YOUR GOAL
Provide an exact reproduction of every entry.

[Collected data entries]
------------------------
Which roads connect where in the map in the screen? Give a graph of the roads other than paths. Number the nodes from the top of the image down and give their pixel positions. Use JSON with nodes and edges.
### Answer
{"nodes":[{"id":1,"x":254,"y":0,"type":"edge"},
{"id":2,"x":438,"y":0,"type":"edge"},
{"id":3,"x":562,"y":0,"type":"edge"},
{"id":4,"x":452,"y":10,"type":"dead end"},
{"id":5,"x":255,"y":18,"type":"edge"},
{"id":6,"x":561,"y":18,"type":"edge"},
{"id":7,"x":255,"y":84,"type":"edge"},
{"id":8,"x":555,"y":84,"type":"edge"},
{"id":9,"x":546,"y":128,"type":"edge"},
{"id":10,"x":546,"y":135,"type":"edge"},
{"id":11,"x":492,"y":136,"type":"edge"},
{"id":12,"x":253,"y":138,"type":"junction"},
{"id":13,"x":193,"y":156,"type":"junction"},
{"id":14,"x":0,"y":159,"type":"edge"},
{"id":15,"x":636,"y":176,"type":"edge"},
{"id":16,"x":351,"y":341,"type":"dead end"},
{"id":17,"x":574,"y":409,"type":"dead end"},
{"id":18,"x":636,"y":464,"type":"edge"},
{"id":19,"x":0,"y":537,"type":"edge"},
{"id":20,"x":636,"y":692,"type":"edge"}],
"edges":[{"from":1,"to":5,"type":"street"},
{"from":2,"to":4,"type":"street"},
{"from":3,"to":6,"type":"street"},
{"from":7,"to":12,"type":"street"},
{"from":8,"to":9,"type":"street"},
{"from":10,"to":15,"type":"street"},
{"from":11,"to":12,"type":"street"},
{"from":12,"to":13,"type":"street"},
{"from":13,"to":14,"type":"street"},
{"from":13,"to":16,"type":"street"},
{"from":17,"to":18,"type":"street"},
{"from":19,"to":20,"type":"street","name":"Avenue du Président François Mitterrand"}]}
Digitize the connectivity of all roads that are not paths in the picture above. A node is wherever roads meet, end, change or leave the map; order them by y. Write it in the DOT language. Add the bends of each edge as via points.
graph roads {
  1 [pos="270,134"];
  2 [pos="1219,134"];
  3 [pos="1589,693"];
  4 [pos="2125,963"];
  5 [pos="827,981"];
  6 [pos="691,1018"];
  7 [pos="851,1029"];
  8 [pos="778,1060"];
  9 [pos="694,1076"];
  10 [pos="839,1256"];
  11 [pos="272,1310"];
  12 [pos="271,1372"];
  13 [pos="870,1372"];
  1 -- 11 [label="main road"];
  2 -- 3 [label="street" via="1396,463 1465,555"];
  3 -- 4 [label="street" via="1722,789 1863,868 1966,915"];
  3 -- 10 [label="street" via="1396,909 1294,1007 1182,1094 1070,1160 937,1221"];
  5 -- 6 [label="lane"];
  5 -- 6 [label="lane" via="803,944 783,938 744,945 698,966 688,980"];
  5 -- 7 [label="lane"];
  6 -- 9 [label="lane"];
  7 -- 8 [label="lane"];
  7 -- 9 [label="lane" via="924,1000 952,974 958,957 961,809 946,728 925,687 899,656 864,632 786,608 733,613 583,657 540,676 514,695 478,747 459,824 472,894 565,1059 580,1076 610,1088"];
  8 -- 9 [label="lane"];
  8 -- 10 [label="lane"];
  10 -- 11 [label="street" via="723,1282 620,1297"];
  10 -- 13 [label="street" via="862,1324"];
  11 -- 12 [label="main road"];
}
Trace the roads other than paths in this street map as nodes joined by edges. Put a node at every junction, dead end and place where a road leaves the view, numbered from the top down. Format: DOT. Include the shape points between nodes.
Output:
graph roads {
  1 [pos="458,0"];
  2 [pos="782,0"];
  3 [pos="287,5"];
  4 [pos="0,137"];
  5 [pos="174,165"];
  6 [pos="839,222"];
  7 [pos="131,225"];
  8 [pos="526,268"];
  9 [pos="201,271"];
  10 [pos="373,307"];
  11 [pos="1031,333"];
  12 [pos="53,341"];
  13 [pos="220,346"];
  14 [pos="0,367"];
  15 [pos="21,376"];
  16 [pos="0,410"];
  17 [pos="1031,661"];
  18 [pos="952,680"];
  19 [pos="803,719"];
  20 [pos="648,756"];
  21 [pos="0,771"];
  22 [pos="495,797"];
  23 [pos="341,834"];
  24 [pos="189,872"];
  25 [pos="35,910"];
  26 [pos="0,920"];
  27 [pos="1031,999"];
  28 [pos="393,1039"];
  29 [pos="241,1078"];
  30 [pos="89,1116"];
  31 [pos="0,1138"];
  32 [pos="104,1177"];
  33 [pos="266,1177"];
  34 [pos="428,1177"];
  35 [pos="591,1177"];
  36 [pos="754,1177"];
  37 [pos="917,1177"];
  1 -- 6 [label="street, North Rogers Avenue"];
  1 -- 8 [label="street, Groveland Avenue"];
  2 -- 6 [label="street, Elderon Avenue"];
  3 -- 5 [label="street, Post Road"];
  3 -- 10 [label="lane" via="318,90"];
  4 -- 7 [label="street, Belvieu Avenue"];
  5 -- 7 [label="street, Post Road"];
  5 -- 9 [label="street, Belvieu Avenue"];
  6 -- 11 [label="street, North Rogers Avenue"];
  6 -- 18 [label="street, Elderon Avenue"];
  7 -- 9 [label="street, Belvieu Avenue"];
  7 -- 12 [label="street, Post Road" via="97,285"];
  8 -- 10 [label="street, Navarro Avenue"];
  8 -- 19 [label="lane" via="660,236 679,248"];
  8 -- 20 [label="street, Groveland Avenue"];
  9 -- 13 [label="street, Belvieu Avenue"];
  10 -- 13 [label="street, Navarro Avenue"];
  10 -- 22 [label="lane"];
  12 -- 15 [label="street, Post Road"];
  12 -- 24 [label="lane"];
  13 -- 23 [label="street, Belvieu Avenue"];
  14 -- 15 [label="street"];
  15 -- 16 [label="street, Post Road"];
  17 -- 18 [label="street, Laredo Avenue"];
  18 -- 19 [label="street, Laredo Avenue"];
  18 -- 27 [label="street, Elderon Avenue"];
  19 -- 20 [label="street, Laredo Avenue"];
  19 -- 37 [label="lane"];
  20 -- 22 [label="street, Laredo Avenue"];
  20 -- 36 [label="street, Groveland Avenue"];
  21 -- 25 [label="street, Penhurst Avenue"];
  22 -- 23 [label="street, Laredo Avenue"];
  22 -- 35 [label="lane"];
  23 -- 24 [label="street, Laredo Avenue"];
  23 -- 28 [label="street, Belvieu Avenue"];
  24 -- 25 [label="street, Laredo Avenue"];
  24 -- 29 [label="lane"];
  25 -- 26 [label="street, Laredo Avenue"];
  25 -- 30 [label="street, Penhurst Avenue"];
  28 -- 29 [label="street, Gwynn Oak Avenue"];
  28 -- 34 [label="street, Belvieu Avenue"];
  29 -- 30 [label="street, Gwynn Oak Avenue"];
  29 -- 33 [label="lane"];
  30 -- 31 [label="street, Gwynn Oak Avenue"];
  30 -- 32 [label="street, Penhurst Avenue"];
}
------------------------
SOLUTION FOR THIS TASK
Which roads connect where in the map in the screen? Give a graph of the roads other than paths. Number the nodes from the top of the image down and give their pixel positions. Use JSON with nodes and edges.
### Answer
{"nodes":[{"id":1,"x":254,"y":0,"type":"edge"},
{"id":2,"x":438,"y":0,"type":"edge"},
{"id":3,"x":562,"y":0,"type":"edge"},
{"id":4,"x":452,"y":10,"type":"dead end"},
{"id":5,"x":255,"y":18,"type":"edge"},
{"id":6,"x":561,"y":18,"type":"edge"},
{"id":7,"x":255,"y":84,"type":"edge"},
{"id":8,"x":555,"y":84,"type":"edge"},
{"id":9,"x":546,"y":128,"type":"edge"},
{"id":10,"x":546,"y":135,"type":"edge"},
{"id":11,"x":492,"y":136,"type":"edge"},
{"id":12,"x":253,"y":138,"type":"junction"},
{"id":13,"x":193,"y":156,"type":"junction"},
{"id":14,"x":0,"y":159,"type":"edge"},
{"id":15,"x":636,"y":176,"type":"edge"},
{"id":16,"x":351,"y":341,"type":"dead end"},
{"id":17,"x":574,"y":409,"type":"dead end"},
{"id":18,"x":636,"y":464,"type":"edge"},
{"id":19,"x":0,"y":537,"type":"edge"},
{"id":20,"x":636,"y":692,"type":"edge"}],
"edges":[{"from":1,"to":5,"type":"street"},
{"from":2,"to":4,"type":"street"},
{"from":3,"to":6,"type":"street"},
{"from":7,"to":12,"type":"street"},
{"from":8,"to":9,"type":"street"},
{"from":10,"to":15,"type":"street"},
{"from":11,"to":12,"type":"street"},
{"from":12,"to":13,"type":"street"},
{"from":13,"to":14,"type":"street"},
{"from":13,"to":16,"type":"street"},
{"from":17,"to":18,"type":"street"},
{"from":19,"to":20,"type":"street","name":"Avenue du Président François Mitterrand"}]}
Digitize the connectivity of all roads that are not paths in the picture above. A node is wherever roads meet, end, change or leave the map; order them by y. Write it in the DOT language. Add the bends of each edge as via points.
graph roads {
  1 [pos="270,134"];
  2 [pos="1219,134"];
  3 [pos="1589,693"];
  4 [pos="2125,963"];
  5 [pos="827,981"];
  6 [pos="691,1018"];
  7 [pos="851,1029"];
  8 [pos="778,1060"];
  9 [pos="694,1076"];
  10 [pos="839,1256"];
  11 [pos="272,1310"];
  12 [pos="271,1372"];
  13 [pos="870,1372"];
  1 -- 11 [label="main road"];
  2 -- 3 [label="street" via="1396,463 1465,555"];
  3 -- 4 [label="street" via="1722,789 1863,868 1966,915"];
  3 -- 10 [label="street" via="1396,909 1294,1007 1182,1094 1070,1160 937,1221"];
  5 -- 6 [label="lane"];
  5 -- 6 [label="lane" via="803,944 783,938 744,945 698,966 688,980"];
  5 -- 7 [label="lane"];
  6 -- 9 [label="lane"];
  7 -- 8 [label="lane"];
  7 -- 9 [label="lane" via="924,1000 952,974 958,957 961,809 946,728 925,687 899,656 864,632 786,608 733,613 583,657 540,676 514,695 478,747 459,824 472,894 565,1059 580,1076 610,1088"];
  8 -- 9 [label="lane"];
  8 -- 10 [label="lane"];
  10 -- 11 [label="street" via="723,1282 620,1297"];
  10 -- 13 [label="street" via="862,1324"];
  11 -- 12 [label="main road"];
}
Trace the roads other than paths in this street map as nodes joined by edges. Put a node at every junction, dead end and place where a road leaves the view, numbered from the top down. Format: DOT. Include the shape points between nodes.
Output:
graph roads {
  1 [pos="458,0"];
  2 [pos="782,0"];
  3 [pos="287,5"];
  4 [pos="0,137"];
  5 [pos="174,165"];
  6 [pos="839,222"];
  7 [pos="131,225"];
  8 [pos="526,268"];
  9 [pos="201,271"];
  10 [pos="373,307"];
  11 [pos="1031,333"];
  12 [pos="53,341"];
  13 [pos="220,346"];
  14 [pos="0,367"];
  15 [pos="21,376"];
  16 [pos="0,410"];
  17 [pos="1031,661"];
  18 [pos="952,680"];
  19 [pos="803,719"];
  20 [pos="648,756"];
  21 [pos="0,771"];
  22 [pos="495,797"];
  23 [pos="341,834"];
  24 [pos="189,872"];
  25 [pos="35,910"];
  26 [pos="0,920"];
  27 [pos="1031,999"];
  28 [pos="393,1039"];
  29 [pos="241,1078"];
  30 [pos="89,1116"];
  31 [pos="0,1138"];
  32 [pos="104,1177"];
  33 [pos="266,1177"];
  34 [pos="428,1177"];
  35 [pos="591,1177"];
  36 [pos="754,1177"];
  37 [pos="917,1177"];
  1 -- 6 [label="street, North Rogers Avenue"];
  1 -- 8 [label="street, Groveland Avenue"];
  2 -- 6 [label="street, Elderon Avenue"];
  3 -- 5 [label="street, Post Road"];
  3 -- 10 [label="lane" via="318,90"];
  4 -- 7 [label="street, Belvieu Avenue"];
  5 -- 7 [label="street, Post Road"];
  5 -- 9 [label="street, Belvieu Avenue"];
  6 -- 11 [label="street, North Rogers Avenue"];
  6 -- 18 [label="street, Elderon Avenue"];
  7 -- 9 [label="street, Belvieu Avenue"];
  7 -- 12 [label="street, Post Road" via="97,285"];
  8 -- 10 [label="street, Navarro Avenue"];
  8 -- 19 [label="lane" via="660,236 679,248"];
  8 -- 20 [label="street, Groveland Avenue"];
  9 -- 13 [label="street, Belvieu Avenue"];
  10 -- 13 [label="street, Navarro Avenue"];
  10 -- 22 [label="lane"];
  12 -- 15 [label="street, Post Road"];
  12 -- 24 [label="lane"];
  13 -- 23 [label="street, Belvieu Avenue"];
  14 -- 15 [label="street"];
  15 -- 16 [label="street, Post Road"];
  17 -- 18 [label="street, Laredo Avenue"];
  18 -- 19 [label="street, Laredo Avenue"];
  18 -- 27 [label="street, Elderon Avenue"];
  19 -- 20 [label="street, Laredo Avenue"];
  19 -- 37 [label="lane"];
  20 -- 22 [label="street, Laredo Avenue"];
  20 -- 36 [label="street, Groveland Avenue"];
  21 -- 25 [label="street, Penhurst Avenue"];
  22 -- 23 [label="street, Laredo Avenue"];
  22 -- 35 [label="lane"];
  23 -- 24 [label="street, Laredo Avenue"];
  23 -- 28 [label="street, Belvieu Avenue"];
  24 -- 25 [label="street, Laredo Avenue"];
  24 -- 29 [label="lane"];
  25 -- 26 [label="street, Laredo Avenue"];
  25 -- 30 [label="street, Penhurst Avenue"];
  28 -- 29 [label="street, Gwynn Oak Avenue"];
  28 -- 34 [label="street, Belvieu Avenue"];
  29 -- 30 [label="street, Gwynn Oak Avenue"];
  29 -- 33 [label="lane"];
  30 -- 31 [label="street, Gwynn Oak Avenue"];
  30 -- 32 [label="street, Penhurst Avenue"];
}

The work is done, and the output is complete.